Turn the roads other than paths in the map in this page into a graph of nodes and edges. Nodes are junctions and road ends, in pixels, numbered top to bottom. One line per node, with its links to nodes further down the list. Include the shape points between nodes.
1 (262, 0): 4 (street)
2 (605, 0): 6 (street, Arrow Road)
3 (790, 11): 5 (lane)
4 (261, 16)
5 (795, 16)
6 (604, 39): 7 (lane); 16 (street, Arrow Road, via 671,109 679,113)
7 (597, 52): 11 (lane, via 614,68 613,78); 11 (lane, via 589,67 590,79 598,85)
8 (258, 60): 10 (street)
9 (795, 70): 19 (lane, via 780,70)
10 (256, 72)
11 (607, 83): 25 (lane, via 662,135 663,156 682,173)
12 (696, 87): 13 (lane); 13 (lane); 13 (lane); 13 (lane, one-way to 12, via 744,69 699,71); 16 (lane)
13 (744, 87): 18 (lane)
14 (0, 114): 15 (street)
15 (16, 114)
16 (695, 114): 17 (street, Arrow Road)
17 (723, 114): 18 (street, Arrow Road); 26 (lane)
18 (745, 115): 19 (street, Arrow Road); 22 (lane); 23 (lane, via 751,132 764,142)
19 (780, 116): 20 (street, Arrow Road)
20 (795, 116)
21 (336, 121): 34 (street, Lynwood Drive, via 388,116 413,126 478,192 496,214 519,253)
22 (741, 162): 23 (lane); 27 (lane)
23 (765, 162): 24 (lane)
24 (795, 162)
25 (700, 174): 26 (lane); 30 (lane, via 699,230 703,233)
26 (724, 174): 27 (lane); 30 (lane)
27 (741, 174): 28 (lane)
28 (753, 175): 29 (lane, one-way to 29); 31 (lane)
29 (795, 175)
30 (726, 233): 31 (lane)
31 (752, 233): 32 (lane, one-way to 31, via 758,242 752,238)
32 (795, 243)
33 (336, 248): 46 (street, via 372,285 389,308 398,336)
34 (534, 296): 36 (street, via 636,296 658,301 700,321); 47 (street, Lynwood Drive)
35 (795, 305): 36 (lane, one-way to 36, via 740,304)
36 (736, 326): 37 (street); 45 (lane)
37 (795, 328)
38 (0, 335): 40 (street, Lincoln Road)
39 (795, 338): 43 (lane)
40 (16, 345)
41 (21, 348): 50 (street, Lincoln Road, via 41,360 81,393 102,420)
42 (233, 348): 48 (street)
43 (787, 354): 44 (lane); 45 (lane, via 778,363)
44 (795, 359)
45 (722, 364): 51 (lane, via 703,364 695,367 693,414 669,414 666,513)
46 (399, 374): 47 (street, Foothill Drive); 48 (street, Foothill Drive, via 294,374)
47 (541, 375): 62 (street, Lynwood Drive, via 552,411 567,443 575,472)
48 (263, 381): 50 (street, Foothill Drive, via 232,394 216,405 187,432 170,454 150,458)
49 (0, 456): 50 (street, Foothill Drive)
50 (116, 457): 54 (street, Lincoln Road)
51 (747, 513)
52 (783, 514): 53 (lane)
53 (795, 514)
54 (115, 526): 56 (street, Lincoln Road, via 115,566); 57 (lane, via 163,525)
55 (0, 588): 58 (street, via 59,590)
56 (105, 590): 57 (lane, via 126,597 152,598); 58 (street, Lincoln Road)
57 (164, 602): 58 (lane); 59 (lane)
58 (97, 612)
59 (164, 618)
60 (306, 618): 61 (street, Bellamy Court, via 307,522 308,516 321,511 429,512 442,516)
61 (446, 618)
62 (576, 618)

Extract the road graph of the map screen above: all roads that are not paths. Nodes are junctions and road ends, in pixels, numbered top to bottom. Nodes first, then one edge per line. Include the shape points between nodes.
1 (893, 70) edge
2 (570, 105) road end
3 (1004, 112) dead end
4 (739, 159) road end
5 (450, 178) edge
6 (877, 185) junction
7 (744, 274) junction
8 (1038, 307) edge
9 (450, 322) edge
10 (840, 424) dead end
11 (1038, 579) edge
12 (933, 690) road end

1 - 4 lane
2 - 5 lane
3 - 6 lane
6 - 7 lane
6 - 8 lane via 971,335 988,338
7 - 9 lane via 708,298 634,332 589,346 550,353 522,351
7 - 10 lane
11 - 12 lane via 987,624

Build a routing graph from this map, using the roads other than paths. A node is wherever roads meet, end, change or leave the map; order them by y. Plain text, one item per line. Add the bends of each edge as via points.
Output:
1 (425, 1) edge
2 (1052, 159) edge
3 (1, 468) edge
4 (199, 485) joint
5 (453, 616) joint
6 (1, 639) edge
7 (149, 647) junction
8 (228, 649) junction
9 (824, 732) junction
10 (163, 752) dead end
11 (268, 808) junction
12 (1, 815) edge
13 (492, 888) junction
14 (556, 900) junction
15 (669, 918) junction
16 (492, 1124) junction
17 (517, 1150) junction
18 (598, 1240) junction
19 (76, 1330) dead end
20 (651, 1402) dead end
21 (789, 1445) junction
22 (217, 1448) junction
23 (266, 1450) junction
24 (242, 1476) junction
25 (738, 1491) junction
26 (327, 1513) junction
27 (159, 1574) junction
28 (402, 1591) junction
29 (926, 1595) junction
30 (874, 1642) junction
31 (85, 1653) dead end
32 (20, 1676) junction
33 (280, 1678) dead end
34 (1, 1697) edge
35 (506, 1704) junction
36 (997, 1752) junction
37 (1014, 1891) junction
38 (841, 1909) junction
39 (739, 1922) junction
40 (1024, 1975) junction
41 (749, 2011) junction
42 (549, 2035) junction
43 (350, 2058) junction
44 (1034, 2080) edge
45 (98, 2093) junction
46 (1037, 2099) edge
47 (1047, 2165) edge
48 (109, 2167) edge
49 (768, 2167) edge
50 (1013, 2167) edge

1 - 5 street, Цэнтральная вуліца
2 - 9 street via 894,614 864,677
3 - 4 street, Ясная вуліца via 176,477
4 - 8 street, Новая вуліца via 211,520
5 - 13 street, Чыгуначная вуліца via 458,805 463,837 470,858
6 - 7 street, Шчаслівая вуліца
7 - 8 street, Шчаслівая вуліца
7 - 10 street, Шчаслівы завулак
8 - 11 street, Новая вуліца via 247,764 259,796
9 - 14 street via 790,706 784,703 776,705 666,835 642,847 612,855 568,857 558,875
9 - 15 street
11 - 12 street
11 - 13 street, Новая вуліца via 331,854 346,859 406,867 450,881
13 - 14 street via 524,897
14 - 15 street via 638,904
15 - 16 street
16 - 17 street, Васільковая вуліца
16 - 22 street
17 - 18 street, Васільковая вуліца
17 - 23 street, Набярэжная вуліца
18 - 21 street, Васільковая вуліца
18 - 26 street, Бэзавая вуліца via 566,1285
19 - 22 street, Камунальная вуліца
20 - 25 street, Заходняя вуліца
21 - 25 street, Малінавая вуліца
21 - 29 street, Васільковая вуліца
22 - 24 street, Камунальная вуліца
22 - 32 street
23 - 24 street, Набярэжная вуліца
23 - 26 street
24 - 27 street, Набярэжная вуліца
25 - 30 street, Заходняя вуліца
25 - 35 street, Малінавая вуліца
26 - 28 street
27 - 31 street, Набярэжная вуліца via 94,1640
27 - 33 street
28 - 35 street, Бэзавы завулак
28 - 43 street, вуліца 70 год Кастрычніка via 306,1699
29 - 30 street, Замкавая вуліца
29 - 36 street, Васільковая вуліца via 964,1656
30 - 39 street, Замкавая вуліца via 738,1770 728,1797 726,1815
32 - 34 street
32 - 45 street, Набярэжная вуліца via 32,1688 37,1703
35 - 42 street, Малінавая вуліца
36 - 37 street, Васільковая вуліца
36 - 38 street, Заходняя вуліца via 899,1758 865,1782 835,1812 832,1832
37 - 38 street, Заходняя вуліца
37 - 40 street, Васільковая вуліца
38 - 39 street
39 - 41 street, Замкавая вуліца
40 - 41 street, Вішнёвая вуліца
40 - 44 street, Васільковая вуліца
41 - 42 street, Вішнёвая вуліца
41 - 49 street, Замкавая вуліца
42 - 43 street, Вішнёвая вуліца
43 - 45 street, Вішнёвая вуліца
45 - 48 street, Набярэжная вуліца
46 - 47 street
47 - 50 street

* * * *

[PROBLEM TO WORK ON] Work out the count of lines in the data above containing the string "paths". Give it alone.

[RESPONSE] 3